1.6. Capability coverage#
The table below defines the intended scope of the benchmark gym.
| Capability | Omics Type | Typical Outputs | Truth Type | Suggested Test Level |
|---|---|---|---|---|
| Somatic SNV / Indel calling | WES, WGS | VCF, MAF | Consensus, spike-in, validated subset | Standard, Gold |
| Germline SNV / Indel calling | WES, WGS | VCF | High-confidence reference | Gold |
| Copy number analysis | WES, WGS | segment files, purity/ploidy, plots | Partial, consensus, orthogonal assay | Standard, Gold |
| Structural variant detection | WGS | SV VCF, merged breakpoint set | Consensus, curated set | Standard, Gold, Stress |
| Fusion detection | RNA-seq | fusion TSV, supporting reads | Partial, orthogonal validation | Standard |
| Expression quantification | RNA-seq | counts, TPM, abundance tables | Relative expectation, orthogonal assay | Smoke, Standard |
| Immune repertoire analysis | RNA-seq | clonotype reports | Biological expectation, partial validation | Standard |
| Non-human workflow adaptation | WGS, RNA-seq | modality-specific outputs | Variable, often partial | Stress |
1.7. Core dataset families#
The current GoldStand scope includes the following important dataset families.

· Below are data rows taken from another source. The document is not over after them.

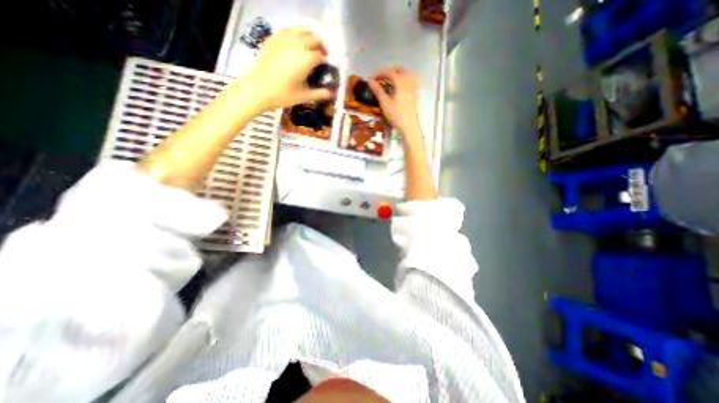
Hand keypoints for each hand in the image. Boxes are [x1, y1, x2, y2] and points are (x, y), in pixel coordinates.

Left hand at [243, 26, 334, 110]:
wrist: (258, 89)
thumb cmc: (283, 95)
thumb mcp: (303, 97)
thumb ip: (319, 94)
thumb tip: (332, 93)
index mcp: (306, 60)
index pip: (321, 55)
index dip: (326, 60)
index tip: (328, 66)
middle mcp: (297, 45)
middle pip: (314, 39)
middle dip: (320, 46)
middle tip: (322, 55)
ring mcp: (284, 40)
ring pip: (301, 30)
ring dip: (309, 36)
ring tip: (311, 45)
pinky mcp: (273, 40)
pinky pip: (287, 31)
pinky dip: (295, 34)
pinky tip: (295, 42)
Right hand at [371, 66, 422, 132]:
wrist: (409, 126)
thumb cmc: (396, 116)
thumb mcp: (385, 103)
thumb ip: (378, 91)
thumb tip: (370, 81)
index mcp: (401, 83)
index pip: (390, 72)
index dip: (380, 73)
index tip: (373, 79)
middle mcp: (408, 83)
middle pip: (399, 70)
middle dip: (389, 72)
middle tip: (381, 79)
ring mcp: (413, 89)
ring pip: (405, 76)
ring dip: (396, 76)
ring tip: (387, 84)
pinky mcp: (414, 95)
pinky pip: (408, 82)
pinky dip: (401, 82)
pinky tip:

| Dataset Family | Main Use | Truth Strength | Access | Notes |
|---|---|---|---|---|
| TCGA | WES/RNA cohort-level validation | Partial | Controlled | Broad coverage, not strict truth |
| ICGC / PCAWG | WGS somatic benchmarking | Curated / consensus | Controlled | Strong for SV/CNV-oriented testing |
| GIAB | Germline benchmarking | High-confidence | Open | Best for germline precision/recall |
| Cancer Genome in a Bottle | Tumor-normal benchmarking | High-confidence subset | Open | Useful bridge between germline and somatic validation |
| SEQC2 / MAQC | Spike-in and low-VAF benchmarking | Known truth | Open | Useful for sensitivity testing |
| CCLE | Cell-line benchmarking | Partial | Open | Good for reproducibility and RNA/CNV tasks |
| COLO829 | Benchmark-like tumor-normal model | Partial to strong, task-dependent | Open | Strong WGS/WES/SV use case |
| BostonGene reference standards | Practical somatic workflow validation | Partial | Open | Useful for workflow regression |
| Synthetic datasets | Controlled edge-case testing | Exact truth | Open | Best for simulation and failure analysis |
1.8. Recommended document structure#
GoldStand works best when the documentation is split into two layers:
dataset.mdThis file serves as the programmatic and conceptual entry point for the benchmark gym.capability-driven matrices Separate documents, such as
wes.md, should map datasets to concrete workflow tasks, expected outputs, and benchmark use cases.
1.9. Dataset metadata schema#
Every dataset entry in GoldStand should follow a consistent metadata schema so that the collection remains searchable and reusable.
Dataset Name:
Dataset Family:
Omics Type:
Biological Context:
Sample Type:
Supported Tasks:
Expected Outputs:
Truth Strength:
Truth Source:
Benchmark Level:
Typical Data Size:
Matched Normal:
Access Type:
Download Link:
License:
Known Caveats:
Recommended Usage:
Contributor:
Last Updated:
1.10. Curation rules#
When adding a new dataset, contributors should document:
Which workflow capability this dataset is meant to test.
Whether the dataset is suitable for smoke, standard, gold, or stress testing.
What outputs should be inspected after a successful run.
What truth resource or biological expectation justifies its use.
What practical limitations users should know before trying to run it.
1.11. Next step#
After defining the GoldStand framework in this document, the next layer should be a capability-driven benchmark matrix that links concrete tasks to specific datasets, expected outputs, and recommended evaluation focus.